In the physical realm, the experiments employ an analysis-synthesis-technique on the basis of digitized sounds; sound signals are to be analyzed and modified ("manipulated") in the frequency and in the time domain by means of various algorithmic and graphically supported intuitive procedures with the aim of defining and systematically modifying perceptually relevant sound parameters. For the perceptual side, sound stimuli recorded in concrete settings as well as the above described synthesized sounds are to be presented to listeners in order to obtain comparative perceptual (similarity) judgments which in turn are subjected to multidimensional scaling or factorization procedures in an attempt at revealing the perceptual-cognitive order or internal representation of timbral and spatial characters. The research thus aims at defining timbre constancy, i.e. the specific coordination between the relevant sound properties on the one hand and the perceptual-cognitve auditory organization on the other hand.

This follow-up project proposes to proceed on the entry project of 1987-89. The equipment now built up has proven to be functional as well as suitable for the perception psychological objective proposed, although some technical shortcomings have come to the fore which need to be corrected. The proposal will touch in general terms upon some possible improvements of the equipment planned for 1989/90 as well as upon criteria to be considered in an eventual reconfiguring the system; however, details will not be proposed, before the respective hardware and software are available on the market.A supplemental report on the the results of the first psychological study will be presented in November/December 1988 (see appendix A).

The following research proposal is supposed to be read on the background of the project of march 1986 and also in connection with the first interim report of 15.5.88. The general question is the same, viz. the exploratory inventorisation of the so far not researched phenomenon of timbreconstancy, i.e. the equivocal yet systematic coordination of sound and timbre, especially considering the spatially induced sound distortions. The empirical studies aim at elucidating the phenomenon in connection with other general perception problems, in particular the extended psychophysical question (see 2.2.5 of the 1986 proposal); in addition some insights into questions of architectural acoustics are to be expected.

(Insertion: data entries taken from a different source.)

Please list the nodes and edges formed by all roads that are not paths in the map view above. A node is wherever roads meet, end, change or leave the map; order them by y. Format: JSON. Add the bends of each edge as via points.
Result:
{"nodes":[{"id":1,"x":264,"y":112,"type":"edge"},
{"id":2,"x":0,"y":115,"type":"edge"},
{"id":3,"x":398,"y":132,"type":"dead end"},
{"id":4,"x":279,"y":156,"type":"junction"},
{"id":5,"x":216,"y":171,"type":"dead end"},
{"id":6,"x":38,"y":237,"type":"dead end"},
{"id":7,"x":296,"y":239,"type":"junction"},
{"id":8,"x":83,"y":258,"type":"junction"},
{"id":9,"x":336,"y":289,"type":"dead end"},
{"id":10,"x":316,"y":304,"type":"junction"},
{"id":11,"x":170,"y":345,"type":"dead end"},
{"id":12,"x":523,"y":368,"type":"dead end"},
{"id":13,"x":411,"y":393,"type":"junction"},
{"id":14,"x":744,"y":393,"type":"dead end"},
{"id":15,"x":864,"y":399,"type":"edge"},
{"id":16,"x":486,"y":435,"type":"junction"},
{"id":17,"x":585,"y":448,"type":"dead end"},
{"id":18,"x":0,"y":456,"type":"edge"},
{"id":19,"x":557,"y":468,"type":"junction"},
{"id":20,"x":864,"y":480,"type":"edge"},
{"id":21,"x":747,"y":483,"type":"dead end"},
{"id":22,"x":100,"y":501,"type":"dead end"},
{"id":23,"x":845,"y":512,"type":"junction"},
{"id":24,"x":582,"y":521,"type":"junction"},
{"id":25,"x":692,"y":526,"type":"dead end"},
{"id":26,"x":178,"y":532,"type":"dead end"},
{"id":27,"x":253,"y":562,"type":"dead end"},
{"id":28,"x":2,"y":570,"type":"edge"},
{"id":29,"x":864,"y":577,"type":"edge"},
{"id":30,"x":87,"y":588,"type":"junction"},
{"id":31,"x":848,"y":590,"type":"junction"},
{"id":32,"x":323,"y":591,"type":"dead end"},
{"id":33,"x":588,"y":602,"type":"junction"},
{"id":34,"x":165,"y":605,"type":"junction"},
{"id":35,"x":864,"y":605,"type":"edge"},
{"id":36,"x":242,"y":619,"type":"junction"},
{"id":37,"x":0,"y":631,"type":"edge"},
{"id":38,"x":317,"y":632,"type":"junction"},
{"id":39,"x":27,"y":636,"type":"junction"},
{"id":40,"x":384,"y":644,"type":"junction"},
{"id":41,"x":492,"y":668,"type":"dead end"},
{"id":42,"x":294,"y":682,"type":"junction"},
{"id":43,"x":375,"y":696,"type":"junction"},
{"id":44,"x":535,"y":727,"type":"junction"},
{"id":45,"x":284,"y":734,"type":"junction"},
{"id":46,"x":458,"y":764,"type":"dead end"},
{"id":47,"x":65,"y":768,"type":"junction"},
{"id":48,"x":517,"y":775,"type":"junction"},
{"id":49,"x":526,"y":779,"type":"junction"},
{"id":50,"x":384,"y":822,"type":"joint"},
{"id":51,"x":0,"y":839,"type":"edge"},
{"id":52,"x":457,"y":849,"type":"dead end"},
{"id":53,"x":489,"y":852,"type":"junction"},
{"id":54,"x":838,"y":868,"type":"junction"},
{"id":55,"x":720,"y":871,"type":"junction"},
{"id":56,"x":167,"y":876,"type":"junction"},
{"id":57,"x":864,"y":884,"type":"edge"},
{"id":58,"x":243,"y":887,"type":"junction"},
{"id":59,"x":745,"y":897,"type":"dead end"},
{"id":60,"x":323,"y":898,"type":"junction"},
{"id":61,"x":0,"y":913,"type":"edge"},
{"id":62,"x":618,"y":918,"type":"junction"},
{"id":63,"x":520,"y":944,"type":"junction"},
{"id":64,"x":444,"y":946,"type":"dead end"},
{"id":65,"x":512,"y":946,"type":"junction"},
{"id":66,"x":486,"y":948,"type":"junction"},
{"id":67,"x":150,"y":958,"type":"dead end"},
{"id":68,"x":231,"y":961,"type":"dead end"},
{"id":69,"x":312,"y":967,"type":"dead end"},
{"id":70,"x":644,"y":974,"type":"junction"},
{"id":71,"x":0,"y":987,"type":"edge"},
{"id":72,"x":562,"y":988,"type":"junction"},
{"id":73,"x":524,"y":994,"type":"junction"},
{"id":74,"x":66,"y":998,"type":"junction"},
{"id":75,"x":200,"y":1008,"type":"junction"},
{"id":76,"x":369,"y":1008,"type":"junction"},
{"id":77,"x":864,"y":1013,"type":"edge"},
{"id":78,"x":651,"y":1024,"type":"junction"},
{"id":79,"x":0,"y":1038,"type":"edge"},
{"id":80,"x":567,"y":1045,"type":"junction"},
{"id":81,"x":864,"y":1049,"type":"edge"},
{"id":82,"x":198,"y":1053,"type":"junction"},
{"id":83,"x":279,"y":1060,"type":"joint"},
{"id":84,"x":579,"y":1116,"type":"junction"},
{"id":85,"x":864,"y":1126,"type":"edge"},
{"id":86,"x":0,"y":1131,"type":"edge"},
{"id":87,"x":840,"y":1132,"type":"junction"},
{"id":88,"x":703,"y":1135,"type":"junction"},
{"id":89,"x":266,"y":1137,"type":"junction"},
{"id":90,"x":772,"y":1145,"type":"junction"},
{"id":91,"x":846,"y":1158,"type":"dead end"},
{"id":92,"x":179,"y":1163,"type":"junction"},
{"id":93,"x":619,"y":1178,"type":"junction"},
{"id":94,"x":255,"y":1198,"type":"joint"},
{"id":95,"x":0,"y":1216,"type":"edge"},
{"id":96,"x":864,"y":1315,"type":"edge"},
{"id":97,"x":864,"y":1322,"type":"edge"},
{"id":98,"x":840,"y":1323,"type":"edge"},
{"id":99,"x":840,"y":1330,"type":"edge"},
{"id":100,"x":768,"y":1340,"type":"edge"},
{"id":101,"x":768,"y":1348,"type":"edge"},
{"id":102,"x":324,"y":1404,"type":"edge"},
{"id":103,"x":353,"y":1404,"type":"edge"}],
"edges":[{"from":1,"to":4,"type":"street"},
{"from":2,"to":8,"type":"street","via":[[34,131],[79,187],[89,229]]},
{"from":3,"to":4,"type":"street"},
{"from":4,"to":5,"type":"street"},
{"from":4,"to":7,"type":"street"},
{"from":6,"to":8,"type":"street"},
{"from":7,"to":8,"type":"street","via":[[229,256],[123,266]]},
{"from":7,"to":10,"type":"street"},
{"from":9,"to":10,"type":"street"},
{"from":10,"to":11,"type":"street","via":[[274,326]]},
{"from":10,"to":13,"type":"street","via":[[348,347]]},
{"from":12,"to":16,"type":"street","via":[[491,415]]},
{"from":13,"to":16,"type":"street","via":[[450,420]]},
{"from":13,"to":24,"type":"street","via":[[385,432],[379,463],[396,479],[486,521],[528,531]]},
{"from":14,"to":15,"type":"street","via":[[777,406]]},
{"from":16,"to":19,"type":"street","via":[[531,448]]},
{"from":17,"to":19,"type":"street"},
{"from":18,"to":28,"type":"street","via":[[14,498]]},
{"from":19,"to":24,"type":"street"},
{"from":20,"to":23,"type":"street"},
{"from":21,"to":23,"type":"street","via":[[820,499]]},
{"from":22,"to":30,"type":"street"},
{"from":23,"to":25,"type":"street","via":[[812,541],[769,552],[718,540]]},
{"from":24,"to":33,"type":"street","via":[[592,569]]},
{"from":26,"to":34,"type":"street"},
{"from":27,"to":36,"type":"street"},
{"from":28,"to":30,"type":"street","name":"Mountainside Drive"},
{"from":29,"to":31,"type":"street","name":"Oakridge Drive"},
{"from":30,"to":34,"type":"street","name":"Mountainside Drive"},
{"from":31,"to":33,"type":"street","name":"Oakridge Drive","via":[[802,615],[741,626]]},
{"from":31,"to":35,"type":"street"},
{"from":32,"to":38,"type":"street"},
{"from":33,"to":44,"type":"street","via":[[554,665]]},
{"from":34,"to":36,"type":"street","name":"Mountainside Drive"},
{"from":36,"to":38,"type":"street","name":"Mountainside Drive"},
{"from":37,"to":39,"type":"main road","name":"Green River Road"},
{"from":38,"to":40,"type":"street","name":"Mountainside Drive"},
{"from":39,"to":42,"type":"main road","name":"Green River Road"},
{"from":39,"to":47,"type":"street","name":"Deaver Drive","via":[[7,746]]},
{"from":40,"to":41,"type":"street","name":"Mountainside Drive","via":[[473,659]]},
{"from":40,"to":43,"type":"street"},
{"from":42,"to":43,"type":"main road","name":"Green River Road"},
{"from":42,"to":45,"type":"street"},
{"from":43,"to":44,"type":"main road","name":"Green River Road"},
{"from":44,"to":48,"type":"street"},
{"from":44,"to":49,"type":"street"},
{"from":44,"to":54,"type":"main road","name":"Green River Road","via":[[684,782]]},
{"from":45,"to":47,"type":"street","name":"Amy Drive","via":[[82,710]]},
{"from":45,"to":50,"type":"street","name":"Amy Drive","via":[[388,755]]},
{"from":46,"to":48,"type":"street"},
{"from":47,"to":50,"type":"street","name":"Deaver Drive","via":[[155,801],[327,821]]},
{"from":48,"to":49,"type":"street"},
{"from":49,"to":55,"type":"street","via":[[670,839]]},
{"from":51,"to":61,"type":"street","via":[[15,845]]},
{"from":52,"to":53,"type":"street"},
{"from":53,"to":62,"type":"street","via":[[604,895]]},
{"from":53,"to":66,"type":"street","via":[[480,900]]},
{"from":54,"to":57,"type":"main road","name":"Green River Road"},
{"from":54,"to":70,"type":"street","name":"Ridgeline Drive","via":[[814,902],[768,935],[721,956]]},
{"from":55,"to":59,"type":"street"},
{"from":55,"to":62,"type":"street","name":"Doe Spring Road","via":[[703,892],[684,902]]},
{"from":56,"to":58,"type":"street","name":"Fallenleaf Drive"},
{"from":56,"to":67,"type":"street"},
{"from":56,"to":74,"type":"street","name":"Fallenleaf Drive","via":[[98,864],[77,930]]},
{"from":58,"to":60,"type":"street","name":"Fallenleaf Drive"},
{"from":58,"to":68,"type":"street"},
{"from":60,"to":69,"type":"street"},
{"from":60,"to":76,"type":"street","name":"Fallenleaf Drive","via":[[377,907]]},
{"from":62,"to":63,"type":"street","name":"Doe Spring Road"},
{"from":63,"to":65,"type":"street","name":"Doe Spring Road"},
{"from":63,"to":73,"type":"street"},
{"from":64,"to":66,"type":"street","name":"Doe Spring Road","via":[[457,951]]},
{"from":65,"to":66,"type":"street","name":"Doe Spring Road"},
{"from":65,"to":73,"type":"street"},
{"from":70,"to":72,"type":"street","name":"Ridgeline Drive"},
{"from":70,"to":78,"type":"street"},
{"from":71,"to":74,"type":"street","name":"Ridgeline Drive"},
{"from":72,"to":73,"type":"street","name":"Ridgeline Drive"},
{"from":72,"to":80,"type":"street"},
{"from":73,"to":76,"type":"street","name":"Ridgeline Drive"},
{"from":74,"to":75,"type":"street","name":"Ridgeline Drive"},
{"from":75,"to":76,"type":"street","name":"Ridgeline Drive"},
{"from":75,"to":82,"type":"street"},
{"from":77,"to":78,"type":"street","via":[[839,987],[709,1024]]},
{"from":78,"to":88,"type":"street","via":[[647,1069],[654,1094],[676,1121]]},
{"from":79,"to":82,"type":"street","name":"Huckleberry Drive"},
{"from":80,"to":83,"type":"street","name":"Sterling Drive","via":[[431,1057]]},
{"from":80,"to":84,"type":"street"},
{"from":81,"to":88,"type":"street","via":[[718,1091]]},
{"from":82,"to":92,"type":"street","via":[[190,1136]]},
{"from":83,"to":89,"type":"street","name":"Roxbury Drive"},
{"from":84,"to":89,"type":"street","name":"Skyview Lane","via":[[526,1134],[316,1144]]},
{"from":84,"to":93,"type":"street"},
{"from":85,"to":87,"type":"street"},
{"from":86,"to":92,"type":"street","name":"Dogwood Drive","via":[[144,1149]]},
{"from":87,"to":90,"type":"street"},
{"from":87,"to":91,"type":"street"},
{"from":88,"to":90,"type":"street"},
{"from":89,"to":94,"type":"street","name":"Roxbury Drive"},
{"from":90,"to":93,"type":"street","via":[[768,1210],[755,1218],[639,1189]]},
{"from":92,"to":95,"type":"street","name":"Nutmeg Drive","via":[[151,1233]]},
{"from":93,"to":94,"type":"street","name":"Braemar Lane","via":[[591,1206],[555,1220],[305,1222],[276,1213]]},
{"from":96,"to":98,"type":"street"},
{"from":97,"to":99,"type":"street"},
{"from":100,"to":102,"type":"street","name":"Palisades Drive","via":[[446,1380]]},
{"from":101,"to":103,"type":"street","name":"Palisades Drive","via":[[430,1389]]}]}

2.2.1 Present state of knowledge, relevant literature

Timbre constancy being a not yet researched topic, it is not surprising that no directly relevant titles could be found in the literature so far. A casual mention of the "missing to hear"-aspect of our question in the most recent Annual Review article on auditory psychophysics (Dreschler 1987, p. 188) is significant for the neglect of the perceptual pertinence of timbre constancy: the reviewer speaks of "decoloration" as the "removal of audible effects caused by reflections", and he attributes this removal summarily to binaural hearing. Everyday experience, however, shows this "removal" at least to be selective, in that spatially induced sound distortions in part also are evaluated for information about the spatial setting. Our research project aims at finding out, under what conditions the human perceptive system is missing which sound qualities, and which other sound qualities it is processing into which auditory qualities, timbral and other qualities.

In psycho-acoustic literature one still finds dominating the practice of departing from a spectro-temporal analysis of sound, although insight is spreading - especially in connection with the equivocal relationship between sound and phoneme in spoken language - that spectro-temporal information is an insufficient, although certainly essential, basis for hearing (see Pisoni 1985 an others). Out of the recent psychophysical studies we find two aspects of special interest:

(a) The concept of critical bands is of utmost importance for understanding, at least heuristically, the connection between the different hearing phenomena amongst each other (timbre and pitch, loudness, spatiality etc.), in particular the idea of interactions between different (also remote) bands - in spite of the still prevailing scarcity of facts (de Boer & Dreschler 1987).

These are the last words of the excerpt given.